┌────────

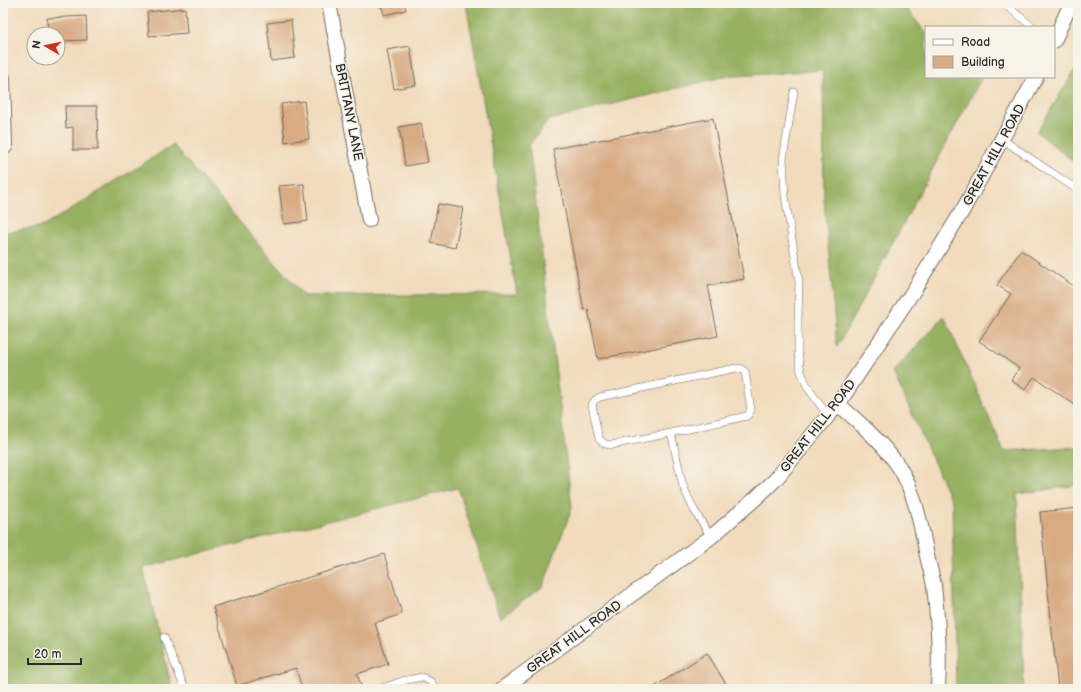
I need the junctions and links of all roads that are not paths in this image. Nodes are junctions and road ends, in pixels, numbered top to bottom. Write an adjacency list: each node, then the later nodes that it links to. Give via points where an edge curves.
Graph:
1 (329, 3): 12 (street, BRITTANY LANE)
2 (1003, 3): 4 (lane)
3 (1071, 3): 5 (street)
4 (1032, 26)
5 (1055, 39)
6 (3, 78): 10 (street)
7 (1035, 78): 9 (street, GREAT HILL ROAD)
8 (794, 92): 14 (lane, via 783,159 785,196 799,282 798,352 808,388)
9 (1003, 140): 11 (lane); 13 (street, GREAT HILL ROAD, via 914,290)
10 (5, 147)
11 (1078, 190)
12 (370, 220)
13 (838, 404): 14 (street, GREAT HILL ROAD); 22 (street, via 886,449 900,468 912,495 921,523 934,585 938,634)
14 (828, 416): 16 (street, GREAT HILL ROAD, via 756,500)
15 (671, 433): 15 (lane, via 605,444 599,439 592,405 600,397 736,368 745,372 751,410 747,416); 16 (lane, via 683,486)
16 (711, 537): 21 (street, GREAT HILL ROAD)
17 (164, 638): 18 (lane)
18 (185, 689)
19 (380, 689): 20 (lane, via 422,677 431,682)
20 (435, 689)
21 (502, 689)
22 (938, 689)

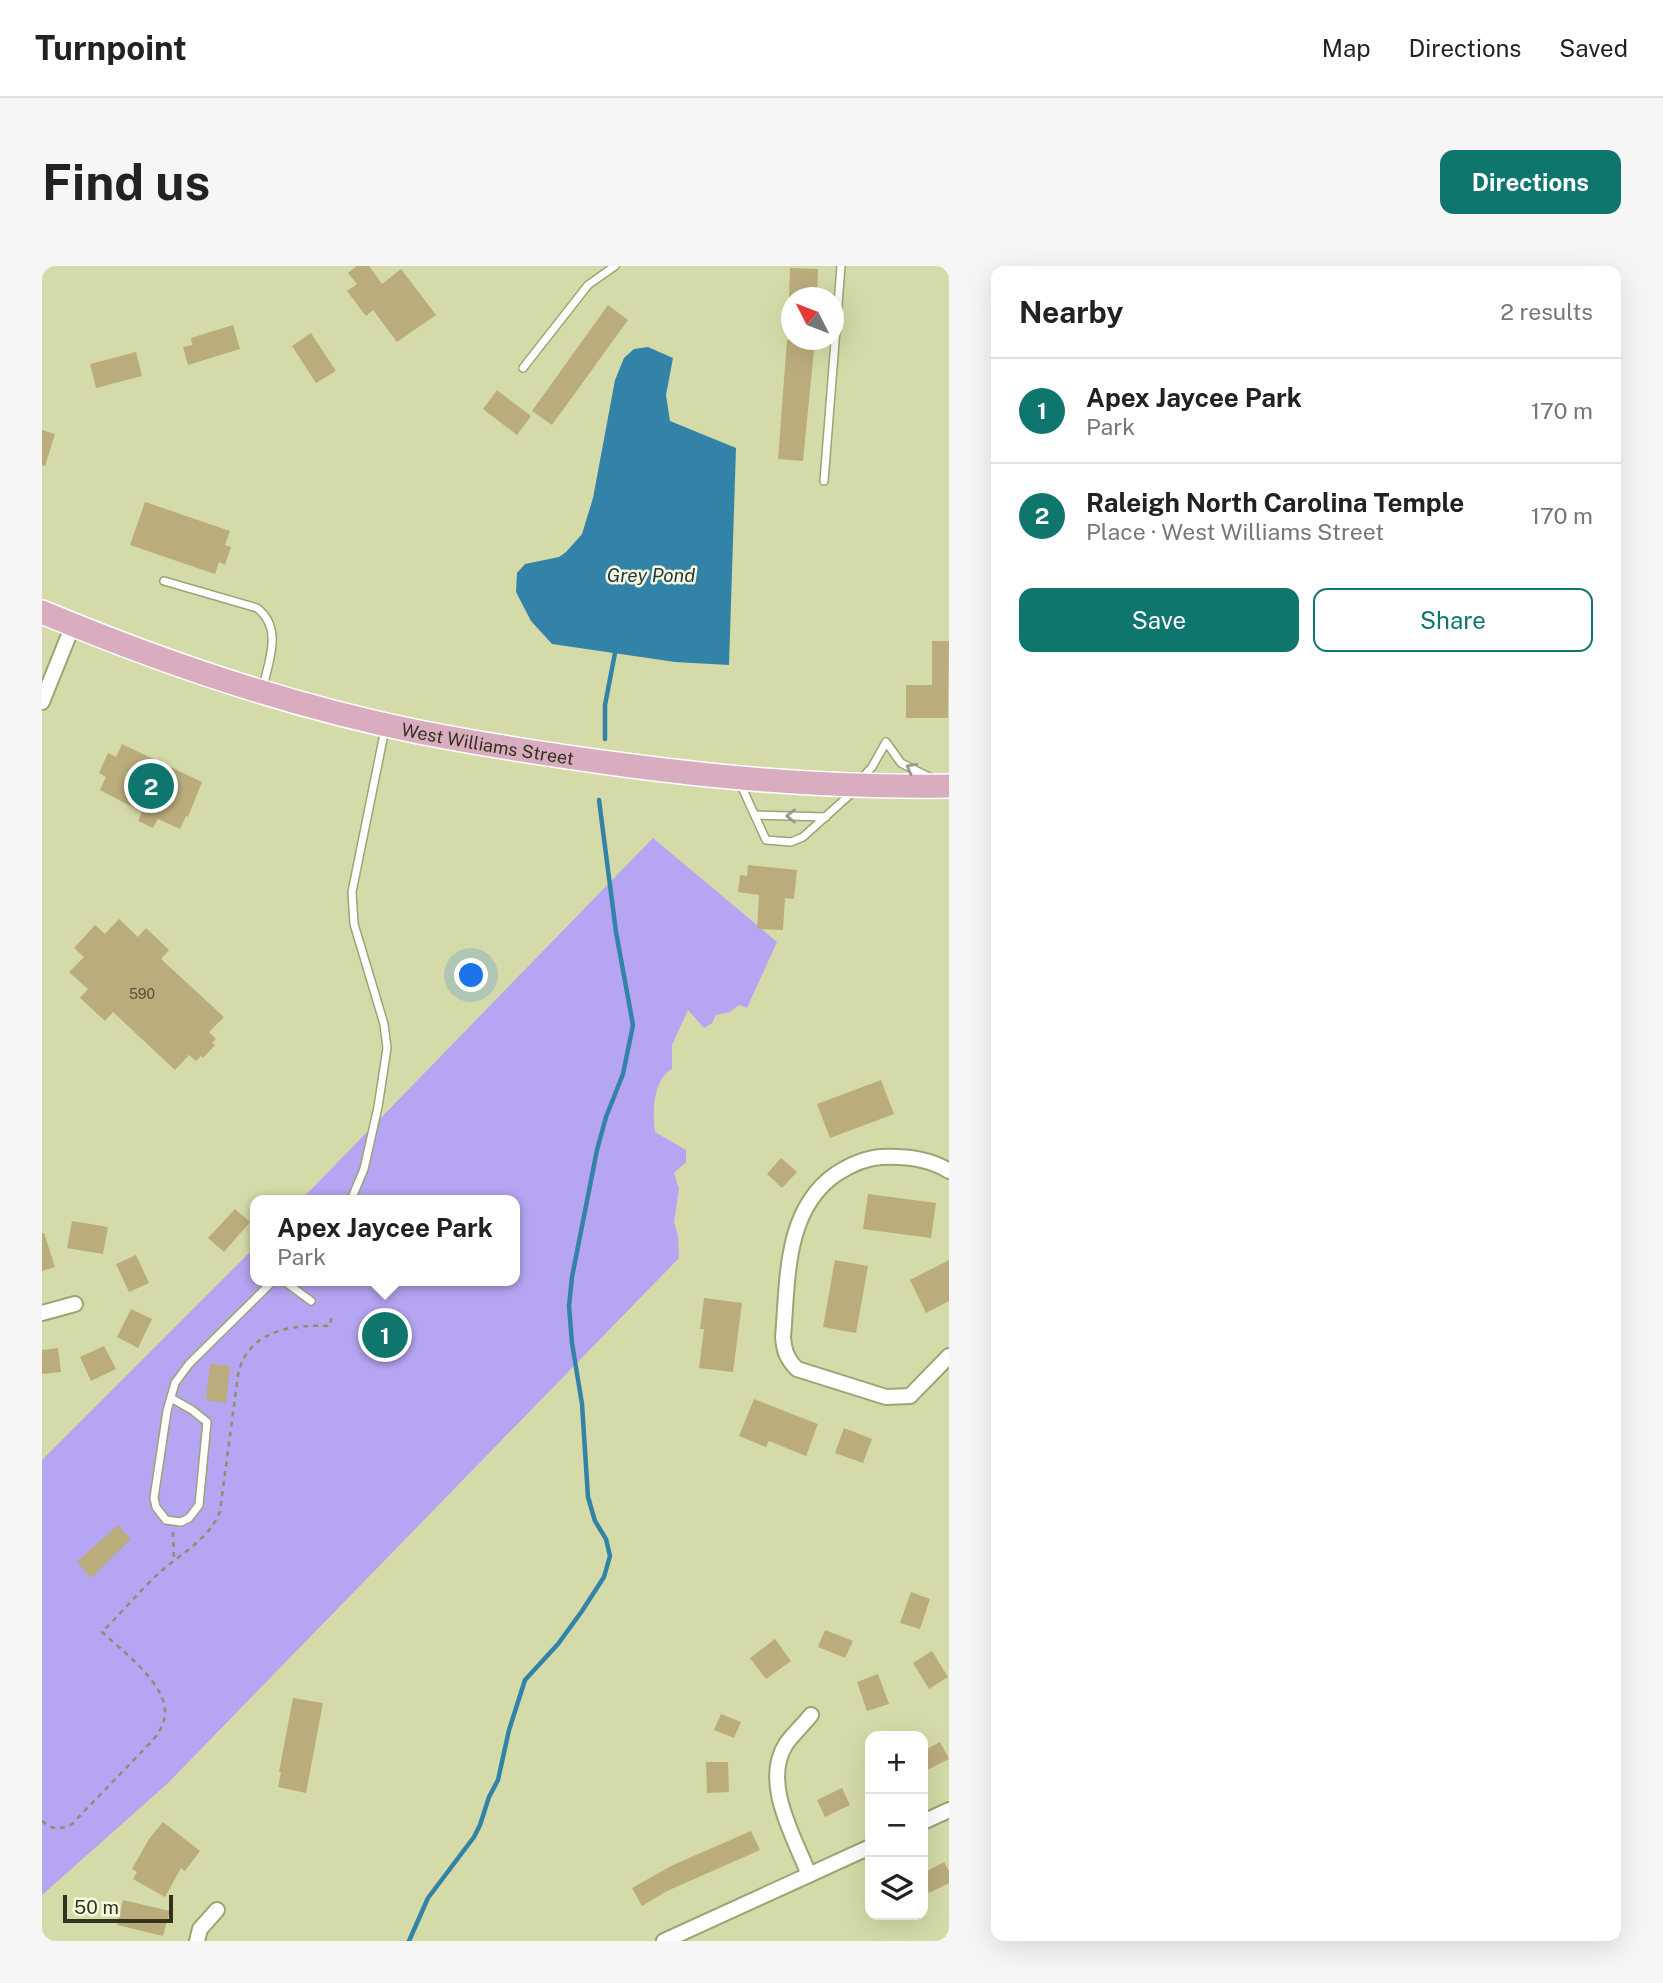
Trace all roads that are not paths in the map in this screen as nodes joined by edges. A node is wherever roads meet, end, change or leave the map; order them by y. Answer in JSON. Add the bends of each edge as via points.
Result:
{"nodes":[{"id":1,"x":615,"y":266,"type":"edge"},
{"id":2,"x":841,"y":266,"type":"edge"},
{"id":3,"x":523,"y":368,"type":"dead end"},
{"id":4,"x":824,"y":481,"type":"dead end"},
{"id":5,"x":164,"y":581,"type":"dead end"},
{"id":6,"x":42,"y":612,"type":"edge"},
{"id":7,"x":73,"y":625,"type":"junction"},
{"id":8,"x":262,"y":691,"type":"junction"},
{"id":9,"x":44,"y":693,"type":"edge"},
{"id":10,"x":385,"y":724,"type":"junction"},
{"id":11,"x":738,"y":778,"type":"junction"},
{"id":12,"x":856,"y":785,"type":"junction"},
{"id":13,"x":946,"y":786,"type":"edge"},
{"id":14,"x":756,"y":815,"type":"junction"},
{"id":15,"x":826,"y":817,"type":"junction"},
{"id":16,"x":949,"y":1171,"type":"edge"},
{"id":17,"x":353,"y":1195,"type":"edge"},
{"id":18,"x":267,"y":1286,"type":"edge"},
{"id":19,"x":291,"y":1286,"type":"edge"},
{"id":20,"x":311,"y":1301,"type":"dead end"},
{"id":21,"x":75,"y":1304,"type":"dead end"},
{"id":22,"x":42,"y":1313,"type":"edge"},
{"id":23,"x":949,"y":1356,"type":"edge"},
{"id":24,"x":171,"y":1398,"type":"junction"},
{"id":25,"x":811,"y":1715,"type":"dead end"},
{"id":26,"x":949,"y":1810,"type":"edge"},
{"id":27,"x":928,"y":1820,"type":"edge"},
{"id":28,"x":865,"y":1849,"type":"edge"},
{"id":29,"x":809,"y":1875,"type":"junction"},
{"id":30,"x":217,"y":1910,"type":"dead end"},
{"id":31,"x":197,"y":1941,"type":"edge"},
{"id":32,"x":664,"y":1941,"type":"edge"}],
"edges":[{"from":1,"to":3,"type":"lane","via":[[588,285]]},
{"from":2,"to":4,"type":"lane"},
{"from":5,"to":8,"type":"lane","via":[[257,608],[267,615],[273,636]]},
{"from":6,"to":7,"type":"main road","name":"West Williams Street"},
{"from":7,"to":8,"type":"main road","name":"West Williams Street"},
{"from":7,"to":9,"type":"street"},
{"from":8,"to":10,"type":"main road","name":"West Williams Street"},
{"from":10,"to":11,"type":"main road","name":"West Williams Street","via":[[560,757]]},
{"from":10,"to":17,"type":"lane","via":[[352,892],[354,924],[387,1048],[364,1169]]},
{"from":11,"to":12,"type":"main road","name":"West Williams Street"},
{"from":11,"to":14,"type":"lane"},
{"from":12,"to":13,"type":"main road","name":"West Williams Street"},
{"from":13,"to":12,"type":"lane","one_way":true,"via":[[901,763],[886,743]]},
{"from":12,"to":15,"type":"lane"},
{"from":15,"to":14,"type":"lane","one_way":true},
{"from":14,"to":15,"type":"lane","via":[[766,841],[791,842]]},
{"from":16,"to":23,"type":"street","via":[[925,1161],[885,1157],[858,1162],[832,1177],[807,1204],[794,1235],[783,1337],[788,1361],[797,1368],[886,1398],[910,1396]]},
{"from":18,"to":24,"type":"lane","via":[[189,1364]]},
{"from":19,"to":20,"type":"lane"},
{"from":21,"to":22,"type":"street"},
{"from":24,"to":24,"type":"lane","via":[[154,1498],[166,1520],[181,1522],[200,1505],[207,1422]]},
{"from":25,"to":29,"type":"street","via":[[785,1746],[777,1772],[779,1799]]},
{"from":26,"to":27,"type":"street"},
{"from":28,"to":29,"type":"street"},
{"from":29,"to":32,"type":"street"},
{"from":30,"to":31,"type":"street","via":[[200,1929]]}]}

└────────

# TASK DESCRIPTION:
Word for word, restate all of the records. Exclude the pictures.

# YOUR RESPONSE:
I need the junctions and links of all roads that are not paths in this image. Nodes are junctions and road ends, in pixels, numbered top to bottom. Write an adjacency list: each node, then the later nodes that it links to. Give via points where an edge curves.
Graph:
1 (329, 3): 12 (street, BRITTANY LANE)
2 (1003, 3): 4 (lane)
3 (1071, 3): 5 (street)
4 (1032, 26)
5 (1055, 39)
6 (3, 78): 10 (street)
7 (1035, 78): 9 (street, GREAT HILL ROAD)
8 (794, 92): 14 (lane, via 783,159 785,196 799,282 798,352 808,388)
9 (1003, 140): 11 (lane); 13 (street, GREAT HILL ROAD, via 914,290)
10 (5, 147)
11 (1078, 190)
12 (370, 220)
13 (838, 404): 14 (street, GREAT HILL ROAD); 22 (street, via 886,449 900,468 912,495 921,523 934,585 938,634)
14 (828, 416): 16 (street, GREAT HILL ROAD, via 756,500)
15 (671, 433): 15 (lane, via 605,444 599,439 592,405 600,397 736,368 745,372 751,410 747,416); 16 (lane, via 683,486)
16 (711, 537): 21 (street, GREAT HILL ROAD)
17 (164, 638): 18 (lane)
18 (185, 689)
19 (380, 689): 20 (lane, via 422,677 431,682)
20 (435, 689)
21 (502, 689)
22 (938, 689)

Trace all roads that are not paths in the map in this screen as nodes joined by edges. A node is wherever roads meet, end, change or leave the map; order them by y. Answer in JSON. Add the bends of each edge as via points.
Result:
{"nodes":[{"id":1,"x":615,"y":266,"type":"edge"},
{"id":2,"x":841,"y":266,"type":"edge"},
{"id":3,"x":523,"y":368,"type":"dead end"},
{"id":4,"x":824,"y":481,"type":"dead end"},
{"id":5,"x":164,"y":581,"type":"dead end"},
{"id":6,"x":42,"y":612,"type":"edge"},
{"id":7,"x":73,"y":625,"type":"junction"},
{"id":8,"x":262,"y":691,"type":"junction"},
{"id":9,"x":44,"y":693,"type":"edge"},
{"id":10,"x":385,"y":724,"type":"junction"},
{"id":11,"x":738,"y":778,"type":"junction"},
{"id":12,"x":856,"y":785,"type":"junction"},
{"id":13,"x":946,"y":786,"type":"edge"},
{"id":14,"x":756,"y":815,"type":"junction"},
{"id":15,"x":826,"y":817,"type":"junction"},
{"id":16,"x":949,"y":1171,"type":"edge"},
{"id":17,"x":353,"y":1195,"type":"edge"},
{"id":18,"x":267,"y":1286,"type":"edge"},
{"id":19,"x":291,"y":1286,"type":"edge"},
{"id":20,"x":311,"y":1301,"type":"dead end"},
{"id":21,"x":75,"y":1304,"type":"dead end"},
{"id":22,"x":42,"y":1313,"type":"edge"},
{"id":23,"x":949,"y":1356,"type":"edge"},
{"id":24,"x":171,"y":1398,"type":"junction"},
{"id":25,"x":811,"y":1715,"type":"dead end"},
{"id":26,"x":949,"y":1810,"type":"edge"},
{"id":27,"x":928,"y":1820,"type":"edge"},
{"id":28,"x":865,"y":1849,"type":"edge"},
{"id":29,"x":809,"y":1875,"type":"junction"},
{"id":30,"x":217,"y":1910,"type":"dead end"},
{"id":31,"x":197,"y":1941,"type":"edge"},
{"id":32,"x":664,"y":1941,"type":"edge"}],
"edges":[{"from":1,"to":3,"type":"lane","via":[[588,285]]},
{"from":2,"to":4,"type":"lane"},
{"from":5,"to":8,"type":"lane","via":[[257,608],[267,615],[273,636]]},
{"from":6,"to":7,"type":"main road","name":"West Williams Street"},
{"from":7,"to":8,"type":"main road","name":"West Williams Street"},
{"from":7,"to":9,"type":"street"},
{"from":8,"to":10,"type":"main road","name":"West Williams Street"},
{"from":10,"to":11,"type":"main road","name":"West Williams Street","via":[[560,757]]},
{"from":10,"to":17,"type":"lane","via":[[352,892],[354,924],[387,1048],[364,1169]]},
{"from":11,"to":12,"type":"main road","name":"West Williams Street"},
{"from":11,"to":14,"type":"lane"},
{"from":12,"to":13,"type":"main road","name":"West Williams Street"},
{"from":13,"to":12,"type":"lane","one_way":true,"via":[[901,763],[886,743]]},
{"from":12,"to":15,"type":"lane"},
{"from":15,"to":14,"type":"lane","one_way":true},
{"from":14,"to":15,"type":"lane","via":[[766,841],[791,842]]},
{"from":16,"to":23,"type":"street","via":[[925,1161],[885,1157],[858,1162],[832,1177],[807,1204],[794,1235],[783,1337],[788,1361],[797,1368],[886,1398],[910,1396]]},
{"from":18,"to":24,"type":"lane","via":[[189,1364]]},
{"from":19,"to":20,"type":"lane"},
{"from":21,"to":22,"type":"street"},
{"from":24,"to":24,"type":"lane","via":[[154,1498],[166,1520],[181,1522],[200,1505],[207,1422]]},
{"from":25,"to":29,"type":"street","via":[[785,1746],[777,1772],[779,1799]]},
{"from":26,"to":27,"type":"street"},
{"from":28,"to":29,"type":"street"},
{"from":29,"to":32,"type":"street"},
{"from":30,"to":31,"type":"street","via":[[200,1929]]}]}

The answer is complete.